Exercise instructions: Your output should repeat the entries below exactly. It should contain no images.
════════════════
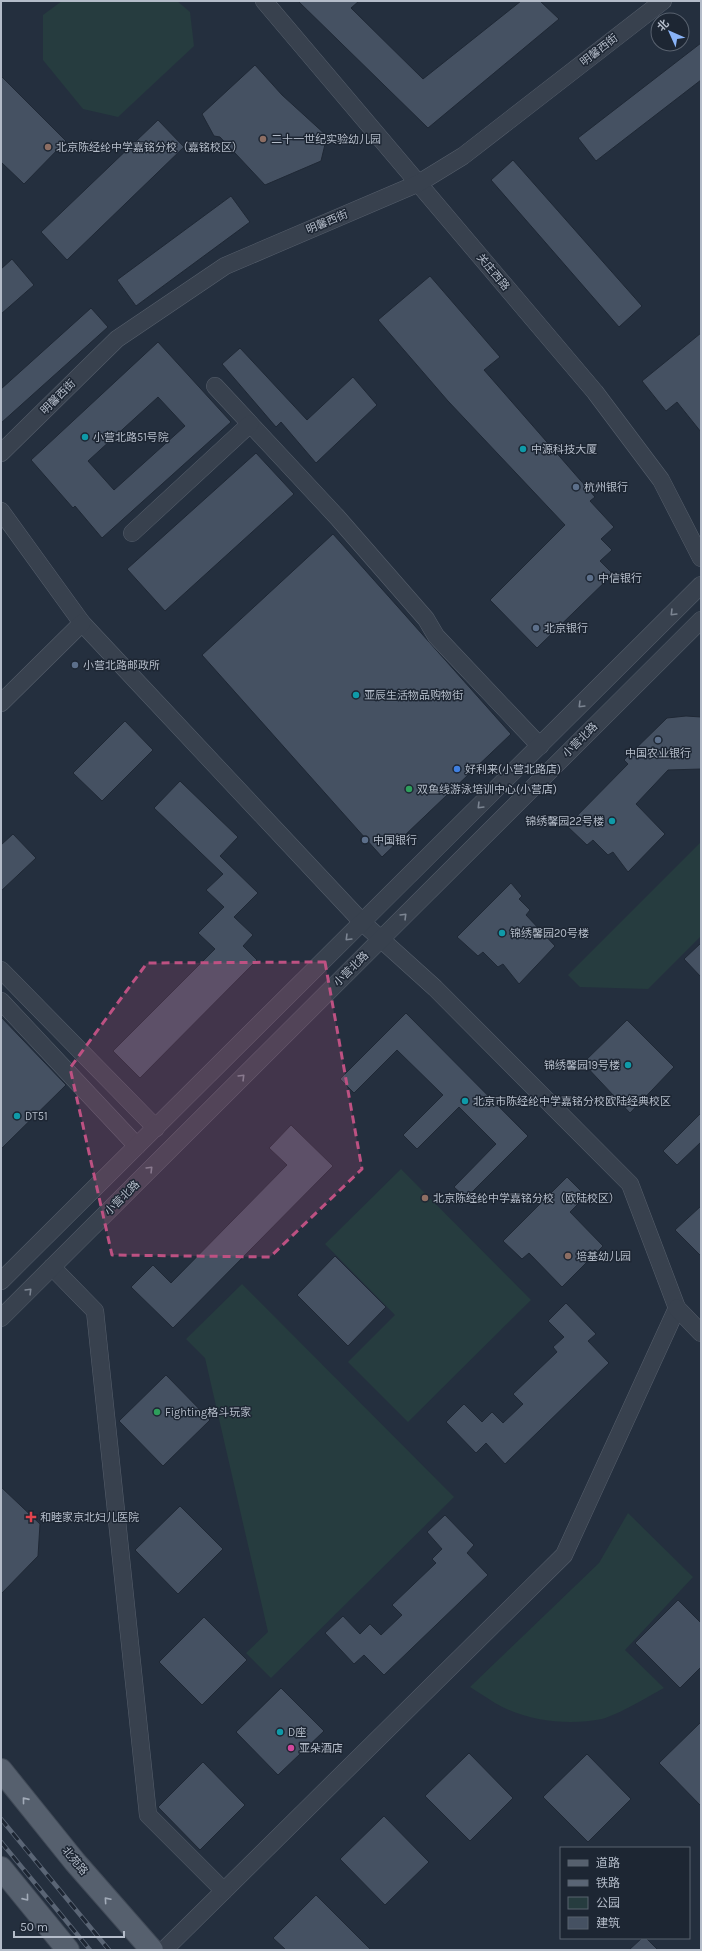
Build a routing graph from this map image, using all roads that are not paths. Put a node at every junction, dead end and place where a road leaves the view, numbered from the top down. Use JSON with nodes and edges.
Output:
{"nodes":[{"id":1,"x":264,"y":1,"type":"edge"},
{"id":2,"x":663,"y":1,"type":"edge"},
{"id":3,"x":419,"y":183,"type":"junction"},
{"id":4,"x":215,"y":386,"type":"dead end"},
{"id":5,"x":250,"y":424,"type":"junction"},
{"id":6,"x":1,"y":453,"type":"edge"},
{"id":7,"x":1,"y":511,"type":"edge"},
{"id":8,"x":132,"y":533,"type":"dead end"},
{"id":9,"x":701,"y":558,"type":"edge"},
{"id":10,"x":701,"y":585,"type":"edge"},
{"id":11,"x":701,"y":620,"type":"edge"},
{"id":12,"x":82,"y":623,"type":"junction"},
{"id":13,"x":1,"y":703,"type":"edge"},
{"id":14,"x":540,"y":746,"type":"junction"},
{"id":15,"x":364,"y":923,"type":"junction"},
{"id":16,"x":381,"y":939,"type":"junction"},
{"id":17,"x":1,"y":970,"type":"edge"},
{"id":18,"x":1,"y":1001,"type":"edge"},
{"id":19,"x":156,"y":1128,"type":"junction"},
{"id":20,"x":137,"y":1146,"type":"junction"},
{"id":21,"x":52,"y":1267,"type":"junction"},
{"id":22,"x":1,"y":1281,"type":"edge"},
{"id":23,"x":677,"y":1308,"type":"junction"},
{"id":24,"x":1,"y":1318,"type":"edge"},
{"id":25,"x":701,"y":1333,"type":"edge"},
{"id":26,"x":1,"y":1770,"type":"edge"},
{"id":27,"x":1,"y":1868,"type":"edge"},
{"id":28,"x":224,"y":1891,"type":"junction"},
{"id":29,"x":68,"y":1950,"type":"edge"},
{"id":30,"x":152,"y":1950,"type":"edge"},
{"id":31,"x":164,"y":1950,"type":"edge"}],
"edges":[{"from":1,"to":3,"type":"street","name":"关庄西路"},
{"from":2,"to":3,"type":"street","name":"明馨西街"},
{"from":3,"to":6,"type":"street","name":"明馨西街"},
{"from":3,"to":9,"type":"street","name":"关庄西路"},
{"from":4,"to":5,"type":"street"},
{"from":5,"to":8,"type":"street"},
{"from":5,"to":14,"type":"street"},
{"from":7,"to":12,"type":"street"},
{"from":10,"to":14,"type":"street","one_way":true},
{"from":16,"to":11,"type":"street","name":"小营北路","one_way":true},
{"from":12,"to":13,"type":"street"},
{"from":12,"to":15,"type":"street"},
{"from":14,"to":15,"type":"street","one_way":true},
{"from":15,"to":16,"type":"street"},
{"from":15,"to":19,"type":"street","one_way":true},
{"from":21,"to":16,"type":"street","name":"小营北路","one_way":true},
{"from":16,"to":23,"type":"street"},
{"from":17,"to":19,"type":"street"},
{"from":18,"to":20,"type":"street"},
{"from":19,"to":20,"type":"street"},
{"from":20,"to":22,"type":"street"},
{"from":24,"to":21,"type":"street","name":"小营北路","one_way":true},
{"from":21,"to":28,"type":"street"},
{"from":23,"to":25,"type":"street"},
{"from":23,"to":28,"type":"street"},
{"from":30,"to":26,"type":"main road","name":"北苑路","one_way":true},
{"from":27,"to":29,"type":"main road","one_way":true},
{"from":28,"to":31,"type":"street"}]}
════════════════
Solution to this problem:
Build a routing graph from this map image, using all roads that are not paths. Put a node at every junction, dead end and place where a road leaves the view, numbered from the top down. Use JSON with nodes and edges.
Output:
{"nodes":[{"id":1,"x":264,"y":1,"type":"edge"},
{"id":2,"x":663,"y":1,"type":"edge"},
{"id":3,"x":419,"y":183,"type":"junction"},
{"id":4,"x":215,"y":386,"type":"dead end"},
{"id":5,"x":250,"y":424,"type":"junction"},
{"id":6,"x":1,"y":453,"type":"edge"},
{"id":7,"x":1,"y":511,"type":"edge"},
{"id":8,"x":132,"y":533,"type":"dead end"},
{"id":9,"x":701,"y":558,"type":"edge"},
{"id":10,"x":701,"y":585,"type":"edge"},
{"id":11,"x":701,"y":620,"type":"edge"},
{"id":12,"x":82,"y":623,"type":"junction"},
{"id":13,"x":1,"y":703,"type":"edge"},
{"id":14,"x":540,"y":746,"type":"junction"},
{"id":15,"x":364,"y":923,"type":"junction"},
{"id":16,"x":381,"y":939,"type":"junction"},
{"id":17,"x":1,"y":970,"type":"edge"},
{"id":18,"x":1,"y":1001,"type":"edge"},
{"id":19,"x":156,"y":1128,"type":"junction"},
{"id":20,"x":137,"y":1146,"type":"junction"},
{"id":21,"x":52,"y":1267,"type":"junction"},
{"id":22,"x":1,"y":1281,"type":"edge"},
{"id":23,"x":677,"y":1308,"type":"junction"},
{"id":24,"x":1,"y":1318,"type":"edge"},
{"id":25,"x":701,"y":1333,"type":"edge"},
{"id":26,"x":1,"y":1770,"type":"edge"},
{"id":27,"x":1,"y":1868,"type":"edge"},
{"id":28,"x":224,"y":1891,"type":"junction"},
{"id":29,"x":68,"y":1950,"type":"edge"},
{"id":30,"x":152,"y":1950,"type":"edge"},
{"id":31,"x":164,"y":1950,"type":"edge"}],
"edges":[{"from":1,"to":3,"type":"street","name":"关庄西路"},
{"from":2,"to":3,"type":"street","name":"明馨西街"},
{"from":3,"to":6,"type":"street","name":"明馨西街"},
{"from":3,"to":9,"type":"street","name":"关庄西路"},
{"from":4,"to":5,"type":"street"},
{"from":5,"to":8,"type":"street"},
{"from":5,"to":14,"type":"street"},
{"from":7,"to":12,"type":"street"},
{"from":10,"to":14,"type":"street","one_way":true},
{"from":16,"to":11,"type":"street","name":"小营北路","one_way":true},
{"from":12,"to":13,"type":"street"},
{"from":12,"to":15,"type":"street"},
{"from":14,"to":15,"type":"street","one_way":true},
{"from":15,"to":16,"type":"street"},
{"from":15,"to":19,"type":"street","one_way":true},
{"from":21,"to":16,"type":"street","name":"小营北路","one_way":true},
{"from":16,"to":23,"type":"street"},
{"from":17,"to":19,"type":"street"},
{"from":18,"to":20,"type":"street"},
{"from":19,"to":20,"type":"street"},
{"from":20,"to":22,"type":"street"},
{"from":24,"to":21,"type":"street","name":"小营北路","one_way":true},
{"from":21,"to":28,"type":"street"},
{"from":23,"to":25,"type":"street"},
{"from":23,"to":28,"type":"street"},
{"from":30,"to":26,"type":"main road","name":"北苑路","one_way":true},
{"from":27,"to":29,"type":"main road","one_way":true},
{"from":28,"to":31,"type":"street"}]}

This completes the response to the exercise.